The Charitable Choice provision provides the opportunity for the advocates of a more responsible understanding of the religion clauses to move from playing defense (against the offense of the strict separationists) on the playing field of the Establishment clause, to the offensive on the playing field of the Free Exercise clause. To allow faith-based service providers to compete for public funds with secular providers on an equitable basis, and to allow "pervasively sectarian" providers to compete with so-called non-sectarian religious providers is not only permissible under the Establishment clause, but should be required under the Free Exercise clause. If we say that the Free Exercise clause is violated when religious providers are excluded from a generally applicable program for a legitimate public purpose when the funds flow indirectly to providers, so too is the Free Exercise clause violated when the benefits flow directly. If a certain program is to be funded which the legislature decides it is of public benefit to society and is conducive to the common good and a nonreligious organization is eligible for these public funds, then a religiously based program should be eligible as well. To deny them that chance is simply governmentally-supported discrimination. If "free Exercise" doesn't prohibit that, it is hard to understand how it can mean anything at all.

A Brief Bibliography Related to Charitable Choice

For a very helpful handbook on the issue of Charitable Choice in a very accessible question and answer format (and a forward by Sen. Ashcroft) see, A Guide To Charitable Choice: The Rules of Section 104 of the 1996 Federal Welfare Law Governing State Cooperation with Faith-based Social-Service Providers (The Center for Public Justice and The Christian Legal Society's Center for Law and Religious Freedom, 1997), and Carl H. Esbeck, "The Regulation of Religious Organizations as Recipients of Governmental Assistance" (Center for Public Justice, 1996). Both are available from The Center for Public Justice, P.O. Box 48368, Washington, DC 20002-0368, (410) 263-5909.

For a rather predictable separationist criticism of Charitable Choice provision see Derek H. Davis, "The Church-State Implications of the New Welfare Reform Law" in 38 Journal of Church and State 719 (Autumn1996). For a constitutional defense of the provision see: Carl H. Esbeck, "A Constitutional Case for Governmental Cooperation with Faith-Based Social Service Providers, with responses by Douglas Laycock and John Garvey, in 46 Emory Law Journal (Winter, 1997), forthcoming.

Stephen V. Monsma's When Sacred and Secular Mix: Religious Nonprofit Organizations and Public Money (Rowan & Littlefield, 1996) is a pathbreaking study of the religious nonprofit sector and the implications for church-state jurisprudence. For my favorable review of the book, see "At the Border of Church and State" in 72 First Things 47 (April, 1997).

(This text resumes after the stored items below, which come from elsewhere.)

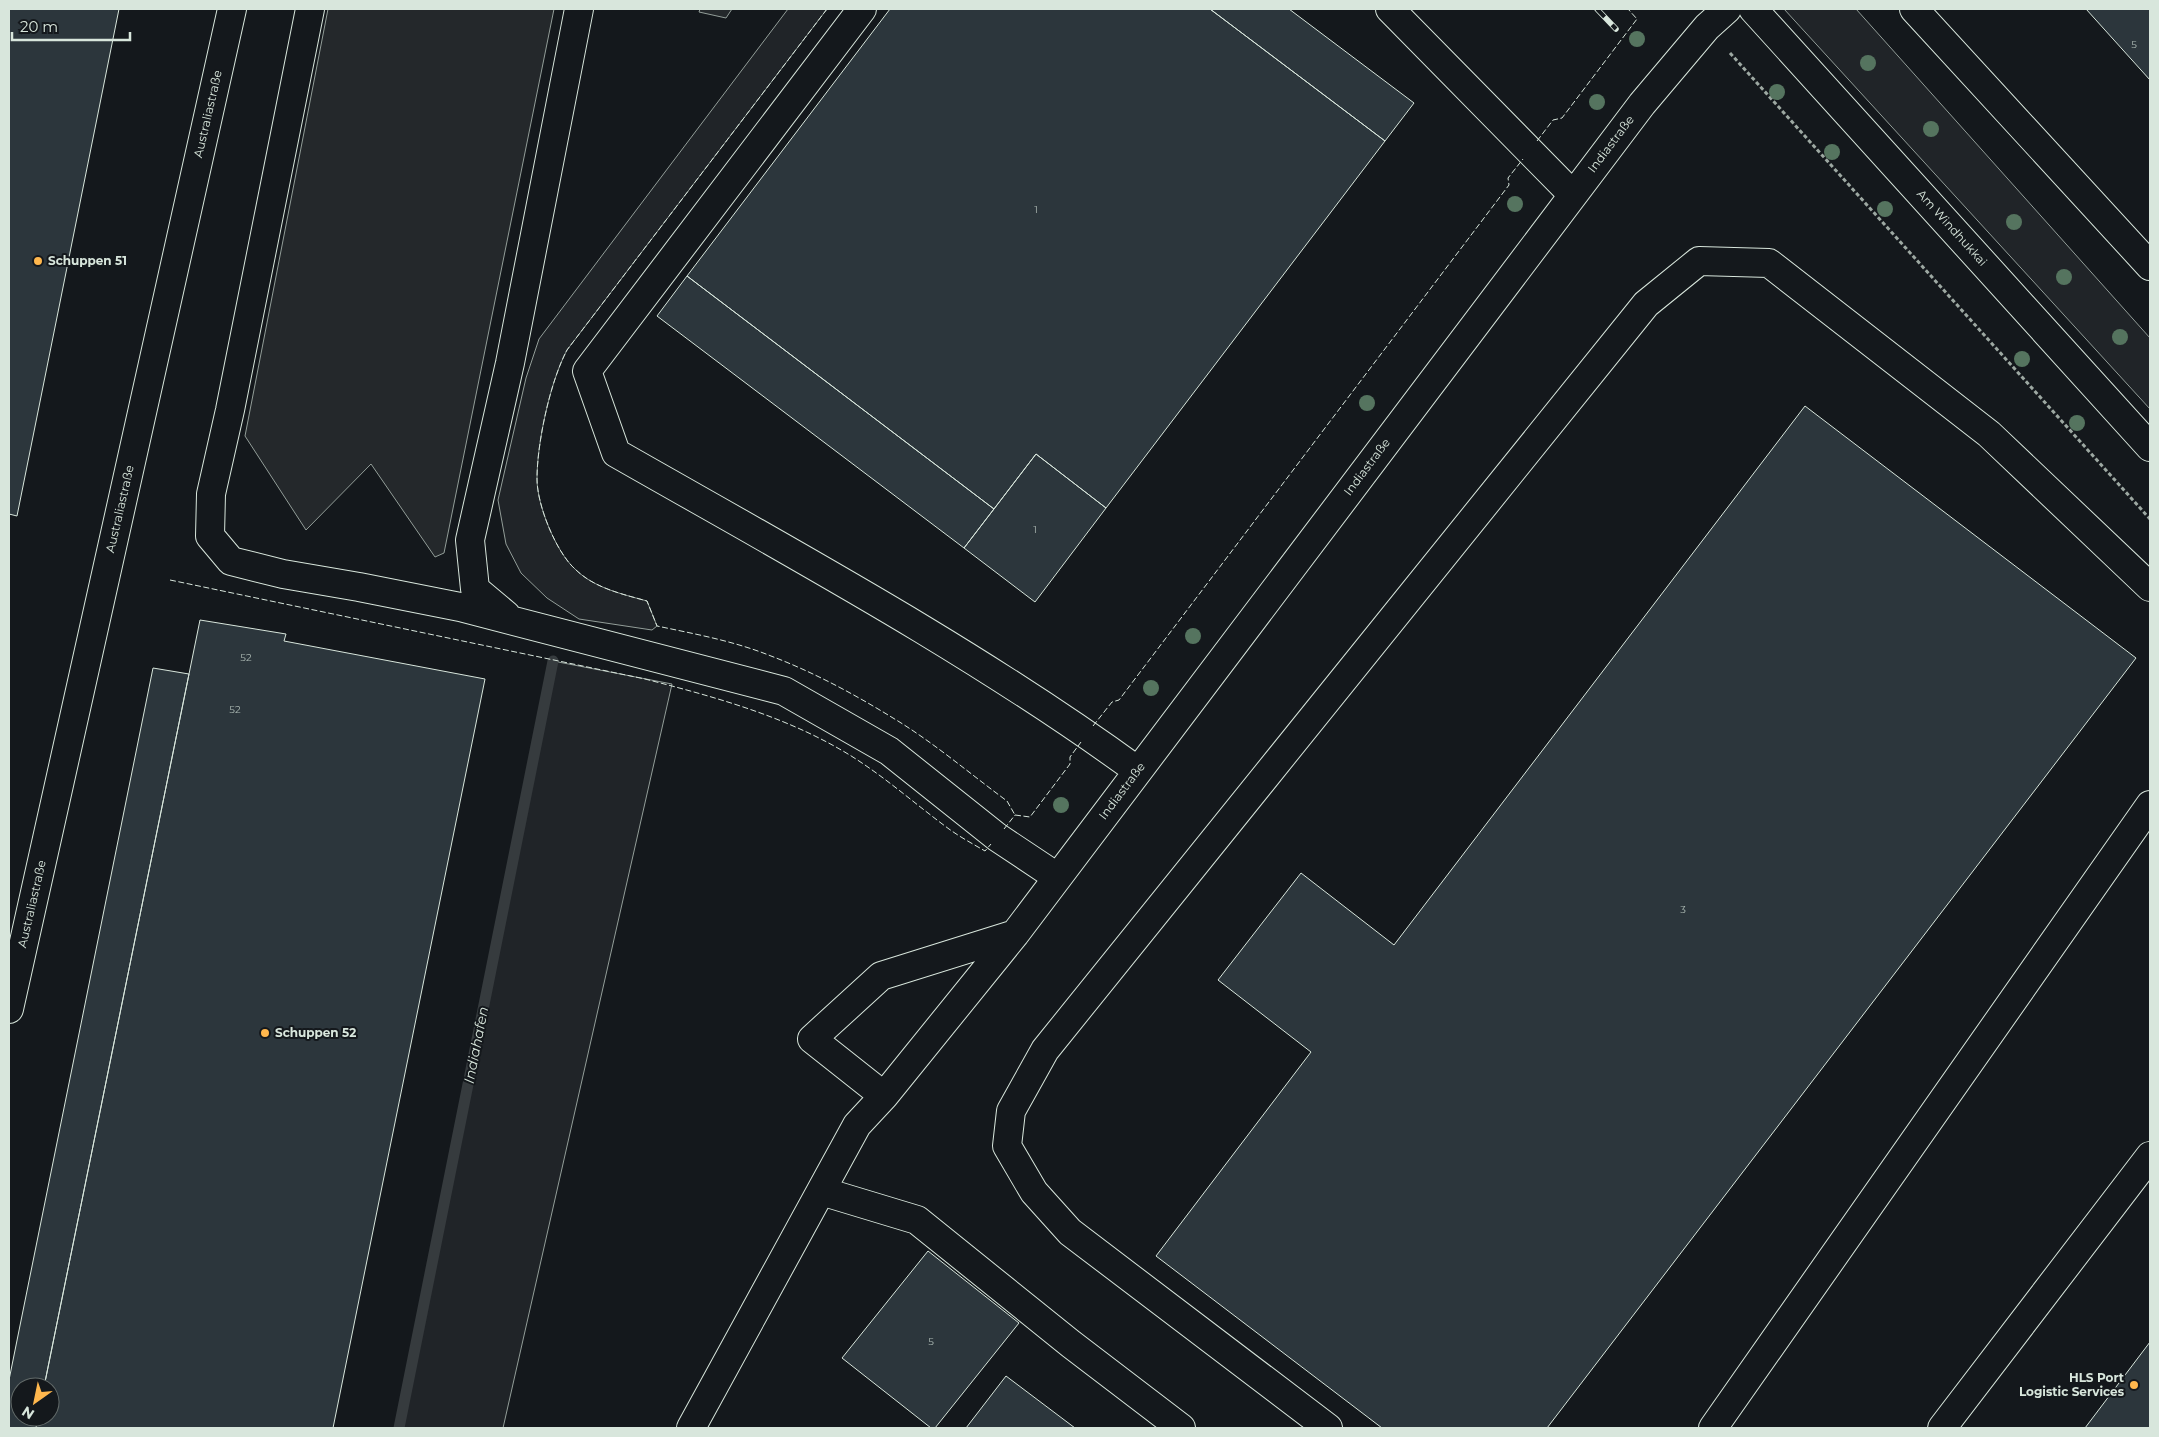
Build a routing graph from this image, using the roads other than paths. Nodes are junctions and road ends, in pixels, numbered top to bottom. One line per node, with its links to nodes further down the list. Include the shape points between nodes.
1 (232, 9): 18 (street, Australiastraße)
2 (310, 9): 13 (street, via 211,494 210,536 231,561)
3 (579, 9): 13 (street, via 510,363 470,540 475,589)
4 (862, 9): 14 (street, via 587,370 616,454 945,642)
5 (1390, 9): 9 (street)
6 (1727, 9): 9 (street, Indiastraße, via 1642,104)
7 (1753, 9): 11 (street, Am Windhukkai)
8 (1914, 9): 10 (street)
9 (1573, 195): 14 (street, Indiastraße)
10 (2150, 266)
11 (2150, 447)
12 (2150, 587): 24 (street, via 1990,434 1769,263 1699,261 1646,304 1045,1050 1011,1111 1007,1146 1034,1192 1070,1232)
13 (510, 620): 16 (street, via 784,691 889,751 997,837)
14 (1138, 770): 16 (street, Indiastraße)
15 (2150, 805): 25 (street)
16 (1057, 877): 17 (street, Indiastraße)
17 (1014, 934): 19 (street, Indiastraße); 19 (street, via 881,976 812,1039)
18 (9, 1009)
19 (884, 1096): 21 (street, Indiastraße, via 857,1125)
20 (2150, 1156): 26 (street)
21 (821, 1191): 22 (street, Indiastraße); 23 (street, via 917,1220 1070,1344)
22 (691, 1428)
23 (1181, 1428)
24 (1328, 1428)
25 (1713, 1428)
26 (1942, 1428)

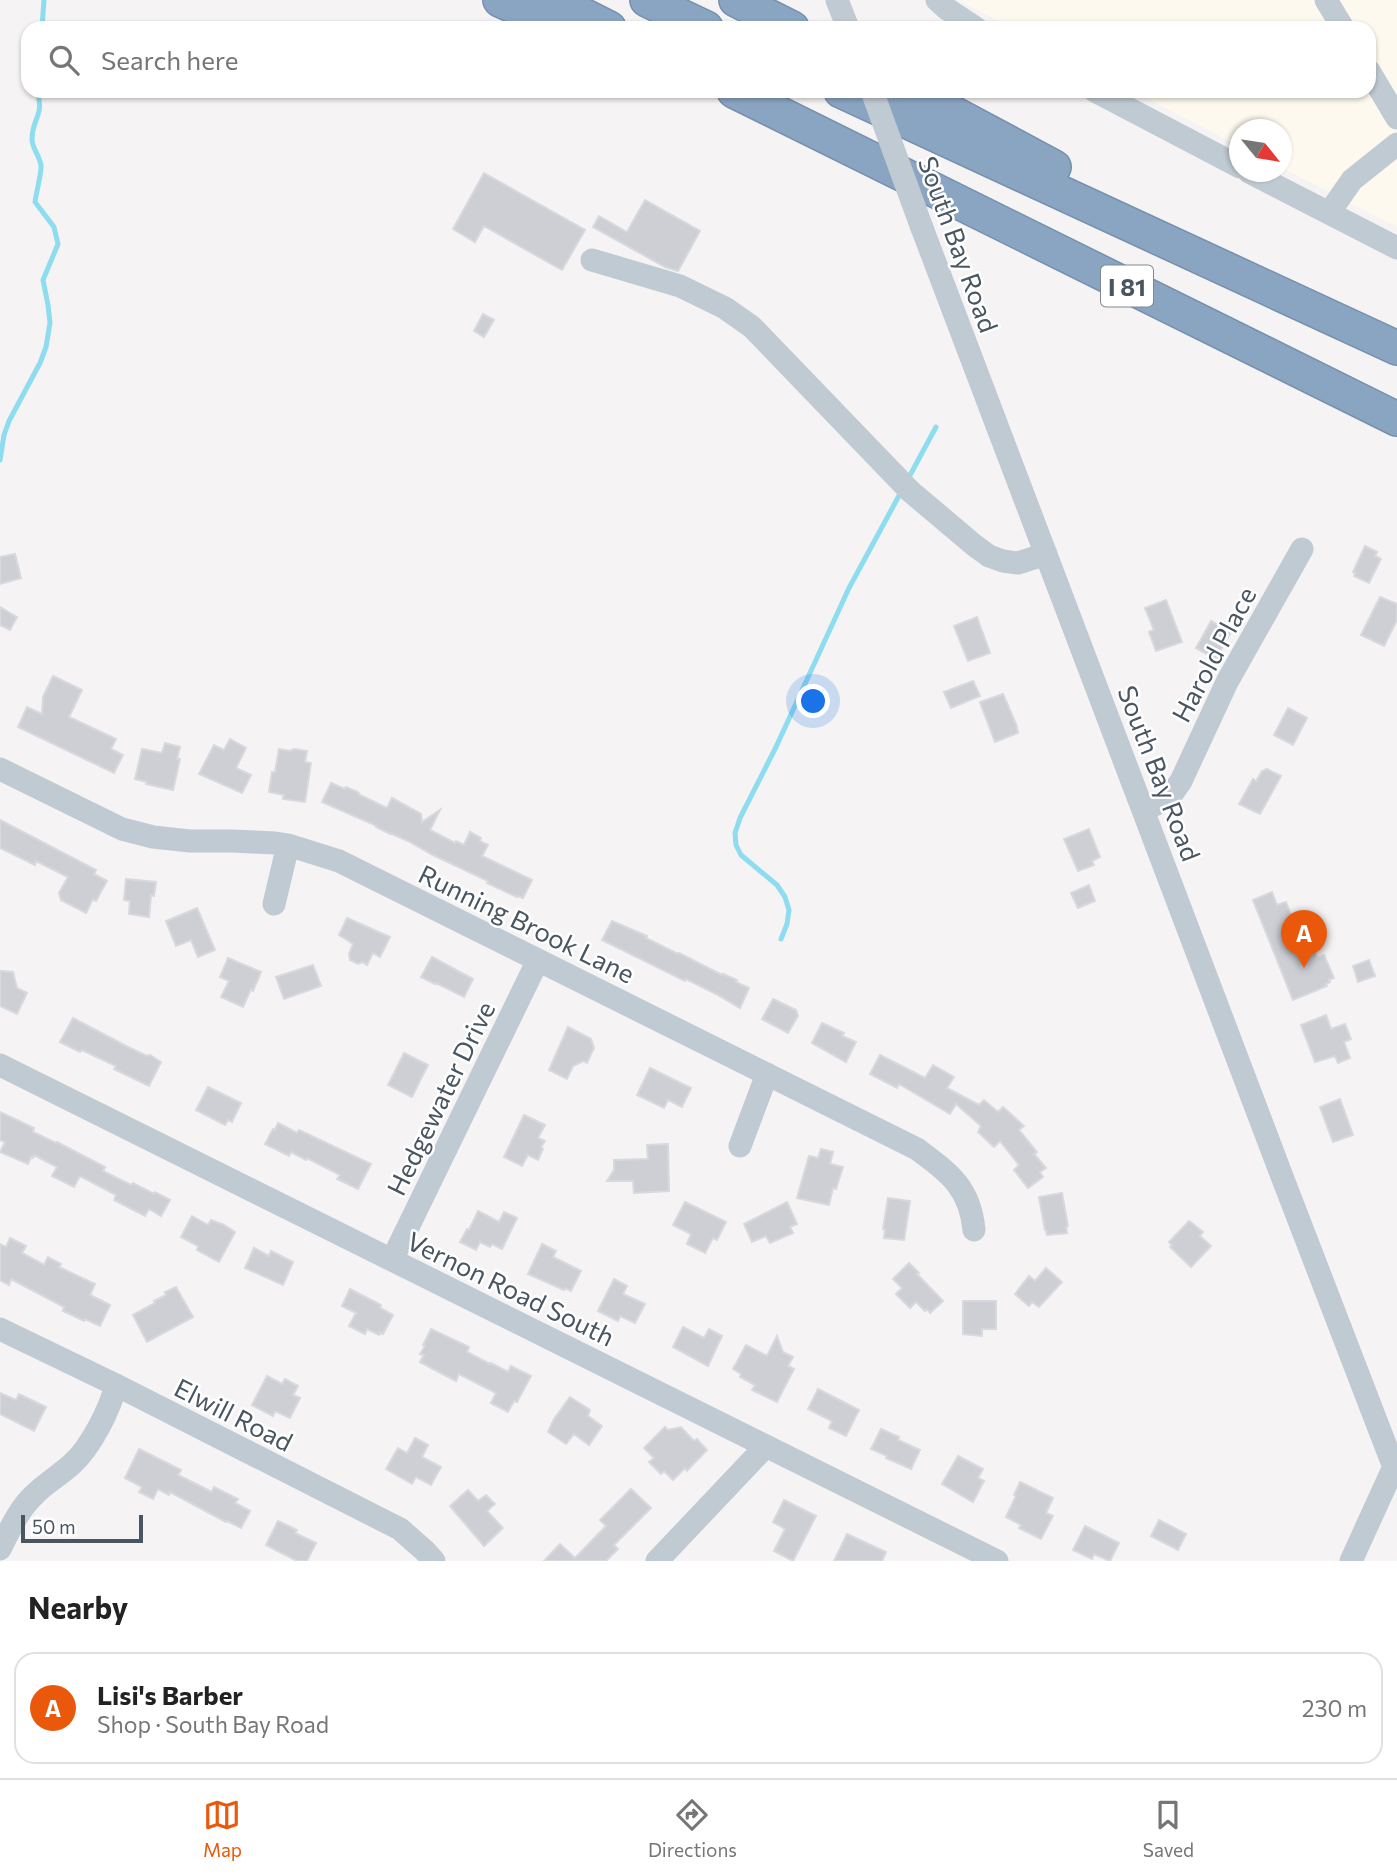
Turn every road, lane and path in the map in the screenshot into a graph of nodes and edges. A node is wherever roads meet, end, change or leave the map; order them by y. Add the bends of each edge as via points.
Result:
1 (500, 0) edge
2 (553, 0) edge
3 (647, 0) edge
4 (736, 0) edge
5 (837, 0) edge
6 (937, 0) edge
7 (1326, 0) edge
8 (546, 21) edge
9 (595, 21) edge
10 (691, 21) edge
11 (778, 21) edge
12 (846, 21) edge
13 (965, 21) edge
14 (1339, 21) edge
15 (1376, 83) edge
16 (729, 98) edge
17 (748, 98) edge
18 (856, 98) edge
19 (875, 98) edge
20 (925, 98) edge
21 (1108, 98) edge
22 (1397, 118) edge
23 (1397, 145) edge
24 (858, 153) junction
25 (1229, 161) edge
26 (1268, 182) edge
27 (1329, 214) junction
28 (1397, 248) edge
29 (592, 260) dead end
30 (1397, 348) edge
31 (1397, 419) edge
32 (1302, 549) dead end
33 (1046, 554) junction
34 (0, 769) edge
35 (1144, 810) junction
36 (288, 845) junction
37 (274, 904) dead end
38 (538, 960) junction
39 (0, 1065) edge
40 (767, 1074) junction
41 (740, 1146) dead end
42 (974, 1230) dead end
43 (392, 1260) junction
44 (0, 1329) edge
45 (116, 1385) junction
46 (766, 1446) junction
47 (1396, 1467) edge
48 (0, 1549) edge
49 (434, 1561) edge
50 (657, 1561) edge
51 (997, 1561) edge
52 (1351, 1561) edge

1 - 8 highway
2 - 9 highway
3 - 10 highway
4 - 11 highway
5 - 12 street
6 - 13 street
7 - 14 street
15 - 22 street
16 - 24 highway, I 81
17 - 24 highway
18 - 30 highway
19 - 33 street, South Bay Road, bridge
20 - 30 highway, I 81
21 - 25 street
23 - 27 street via 1352,180
24 - 31 highway, I 81
26 - 27 street
27 - 28 street
29 - 33 street via 691,291 752,327 910,491 989,556 1018,563
32 - 35 street, Harold Place via 1227,682 1181,781 1169,798
33 - 35 street, South Bay Road
34 - 36 street, Running Brook Lane via 142,835
35 - 47 street, South Bay Road
36 - 37 street
36 - 38 street, Running Brook Lane via 339,861
38 - 40 street, Running Brook Lane
38 - 43 street, Hedgewater Drive
39 - 43 street, Vernon Road South
40 - 41 street
40 - 42 street, Running Brook Lane via 917,1149 945,1170 965,1194
43 - 46 street, Vernon Road South
44 - 45 street, Elwill Road
45 - 48 street via 87,1446 33,1495
45 - 49 street, Elwill Road via 400,1529
46 - 50 street
46 - 51 street, Vernon Road South
47 - 52 street

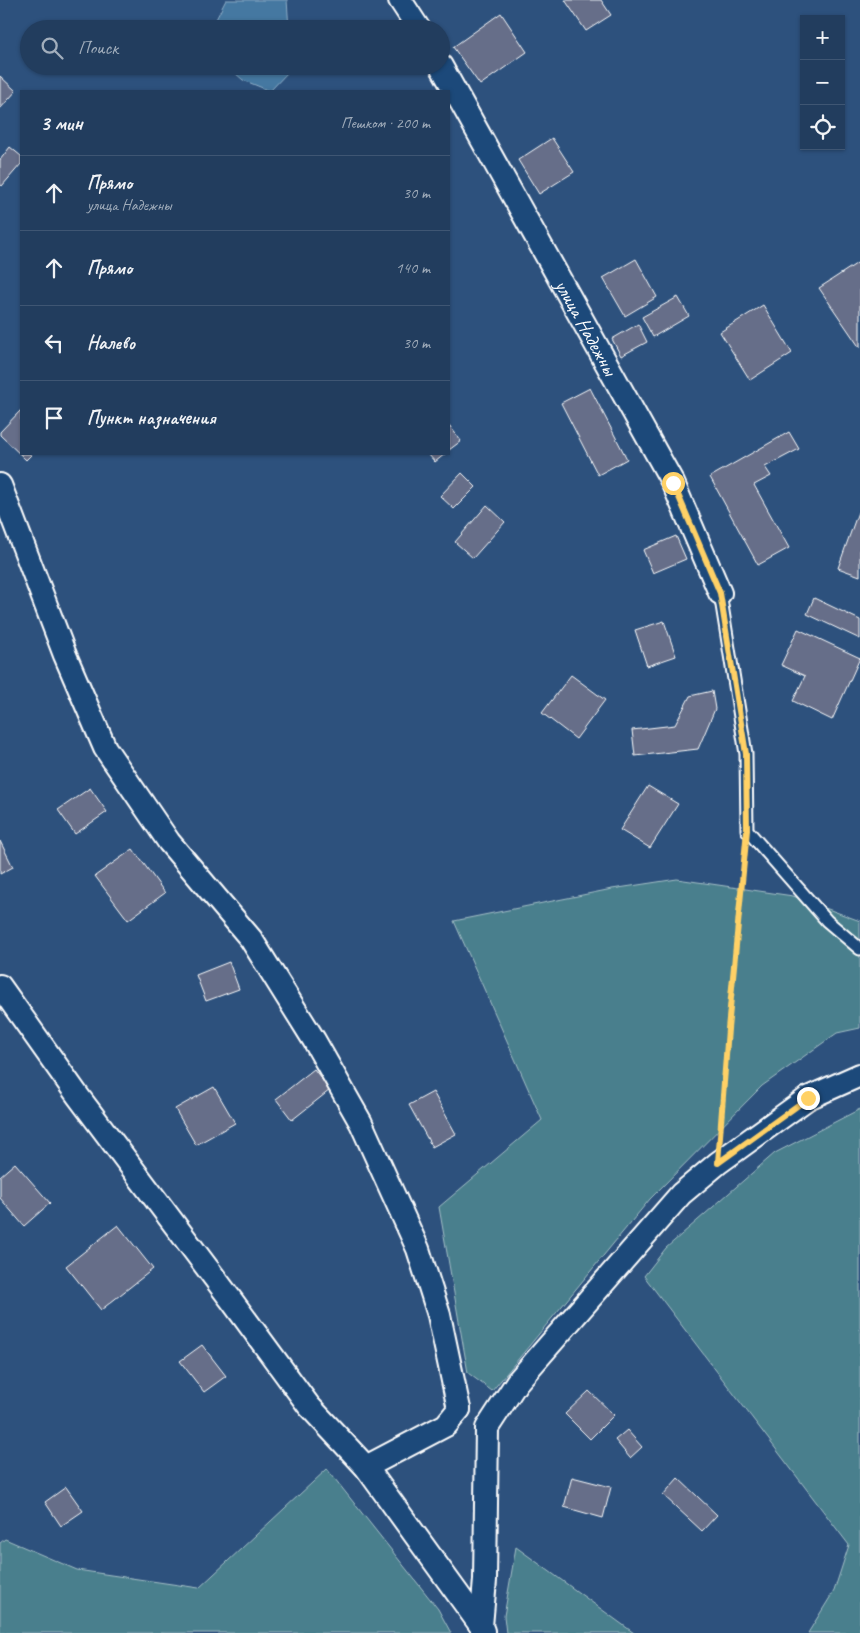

For a fine article outlining the initial mainline and liberal church reaction to welfare reform, particularly their opposition to charitable choice see: Stanley Carlson-Thies "'Don't Look to Us': The Negative Responses of the Churches to Welfare Reform" The Notre Dame Journal of Law, Ethics and Public Policy (forthcoming). Finally, as the title suggests, Richard A. Baer's "The Supreme Court's Discriminatory use of the Term 'Sectarian'" in 6 The Journal of Law and Politics 449 (Spring 1990) is a spirited attack on the use of the term sectarian to marginalize individuals and groups with strong religious conviction.